As the HIV crisis in the Philippines reaches a breaking point, the government’s responses have failed to adjust to the shifting epicentre of the epidemic. Duterte can make headway on this complicated issue but he will have to deal with the Catholic Church.
By Oliver Ward
The human immunodeficiency virus (or HIV) is sweeping across the Philippines at an unprecedented rate. And in a damning 46-page report from Human Rights Watch, experts say the root of the problem is poor policy, both locally and nationally, and a widespread failure to contain the growing crisis.
HIV prevalence among men having sex with men had increased tenfold since 2011. And the Philippines has the highest rate of new infections of HIV across the Asia-Pacific region. In 2008 a patient a day was being diagnosed with the virus, but by 2016 there were 26 people diagnosed with new infections every day. As 2017 begins, officials estimate that some 55,000 HIV-positive patients could be living in the country.
Most new diagnoses are among the under-25s
Of the patients diagnosed, 62% are between 15-24 years old and 87% of infections occurred from male to male sex, meaning young men are bearing the brunt of the crisis. The National Youth Commission describes the situation as being a, “youth epidemic” as its chair Aiza Seguerra underlined, “the HIV epidemic in our country has a new face, and it is the face of a young person.”
The problem is that national education on HIV prevention does not exist, and strict laws mean that minors under the age of 18 years old are unable to buy condoms without parental consent. Marky Manlangit, diagnosed with HIV seven years ago, says when he contracted the virus there was, “zero knowledge” of it in Filipino communities. The Philippines still has the second-lowest rate of condom use in Asia.
Similarly, HIV testing is completely unavailable to people under the age of 18 unless they receive parental permission.
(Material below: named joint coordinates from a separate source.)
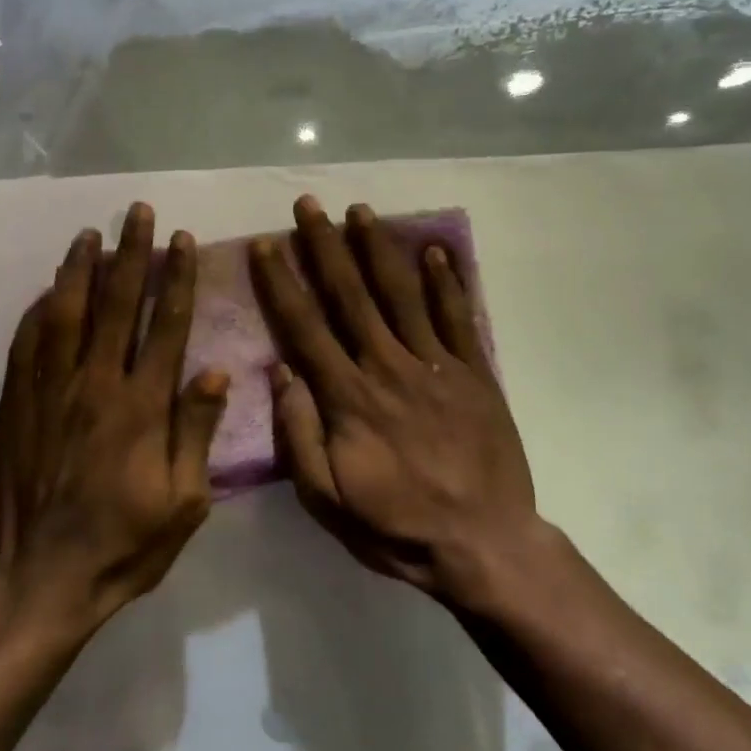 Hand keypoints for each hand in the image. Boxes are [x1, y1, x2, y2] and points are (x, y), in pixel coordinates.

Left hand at [0, 202, 228, 627]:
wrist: (45, 576)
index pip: (164, 326)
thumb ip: (196, 432)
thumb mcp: (184, 502)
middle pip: (115, 305)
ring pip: (66, 314)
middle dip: (130, 254)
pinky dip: (39, 311)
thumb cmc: (126, 544)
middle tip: (137, 214)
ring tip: (90, 234)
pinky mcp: (19, 407)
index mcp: (142, 407)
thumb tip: (214, 371)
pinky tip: (47, 289)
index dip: (175, 279)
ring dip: (80, 270)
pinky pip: (28, 345)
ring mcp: (51, 393)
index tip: (181, 241)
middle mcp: (96, 386)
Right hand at [250, 196, 541, 606]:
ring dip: (379, 249)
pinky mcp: (475, 374)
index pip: (305, 327)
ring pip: (402, 295)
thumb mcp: (327, 499)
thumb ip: (298, 435)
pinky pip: (458, 317)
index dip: (282, 282)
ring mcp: (436, 366)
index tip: (267, 244)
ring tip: (361, 211)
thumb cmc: (396, 525)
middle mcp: (388, 367)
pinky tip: (435, 250)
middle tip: (309, 205)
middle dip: (326, 246)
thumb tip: (279, 372)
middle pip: (350, 296)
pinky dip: (447, 282)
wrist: (482, 544)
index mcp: (348, 398) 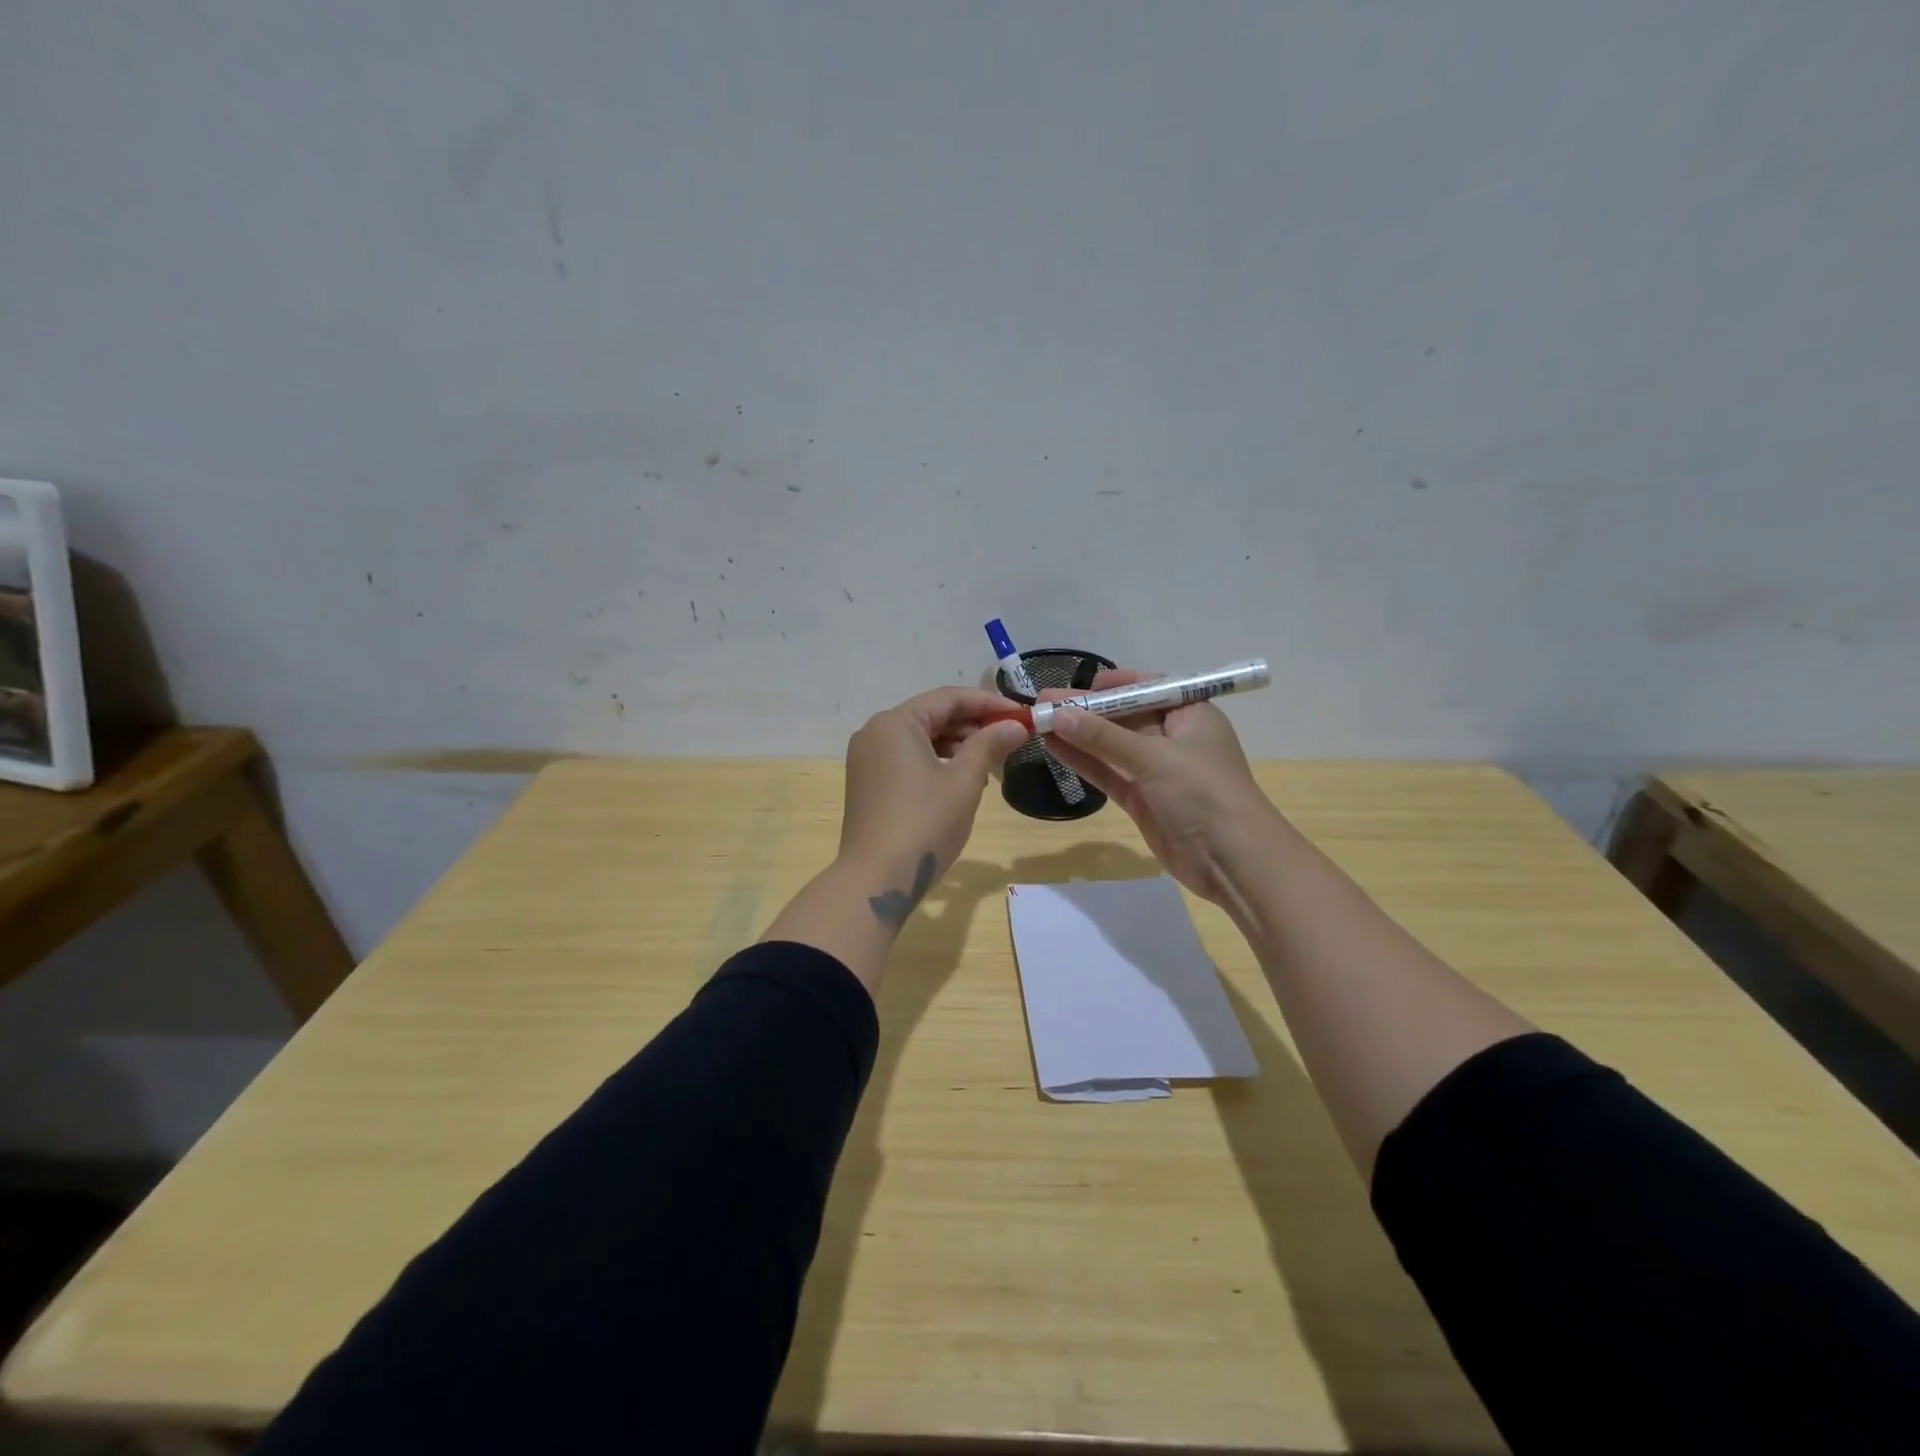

It is these obstacles, which restrict young people’s access to contraception, that are driving the situation to the edge of a public health disaster.
There is immense shame in seeking out ways to prevent transmission
The other big issue is that attitudes in the Philippines mean many young homosexuals feel tremendous shame in being tested or buying condoms, and this gets much worse for those who test positive. Jerson See was diagnosed at 18-years old and describes it as, “emotionally draining.” His friends said, “Hey, get away from Jerson because he is HIV positive.” Through his charity Cebu Plus, he now makes it his mission to prevent others from going through the same experiences – but this type of help is not always at hand.
In early 2015, one billion pesos (US$21 million) was cut from the Department of Health’s budget for family planning services. Without this funding, government clinics are likely to exhaust their supply of condoms next year and will be unable to distribute any preventive measures to reduce the spread of the disease.
Behind this cut in family planning funding, and the decision not to distribute and promote the use of condoms, is the influence that the Catholic Church maintains across the country’s political and social institutions. And that is a huge issue when 80% of the population describe themselves as following the faith. There is little room for opposing voices.
The Catholic Church leads opposition to HIV education and creates stigma around testing
Thanks to strong opposition to sex education in schools, again led by the church, the youth of the Philippines have neither the knowledge nor education needed to protect themselves and their partners. In fact, most public schools offer absolutely no instruction on safe sex and promote abstinence as the only form of protection.
The Catholic Bishop’s Conference of the Philippines has called HIV patients products of, “broken, dysfunctional families” creating a reluctance to get tested. For many their past involvement with the Catholic Church has only promoted an atmosphere of ignorance around the virus, and reinforced negative public attitudes towards those who suffer from it.
However, the government’s success in tackling the problem of HIV among female sex workers shows the spread of the condition can be brought under control through policy implementation and review. It just means confronting the clergy.
Duterte says he will soon introduce measures to curb the spread of the virus
Rodrigo Duterte has indicated that he is prepared to do just that. During his election campaign, he pledged to improve lesbian, gay, bisexual and transgender (LGBT) rights and to improve the lives of the LGBT community. He says new measures to do so will begin soon, such as the distribution of self-testing HIV kits. Also important is his universal healthcare programme, which recently had its three billion pesos (US$60 million) insurance budget for 2017 approved. This should make real progress on improving the health of the nation across the board.
With the wind of popular support in his sails, Duterte has an excellent opportunity to capitalise on the errors of previous administrations and tackle the HIV epidemic among the youth of the country. And if he is brave enough his health reforms could engrave his legacy as the president who confronted the Catholic Church on this urgent issue.
He is at a fork in the road. The path to curbing this epidemic is undoubtedly paved with confrontation, but the final destination and the life-saving shift in public attitudes would ultimately make it worth the struggle.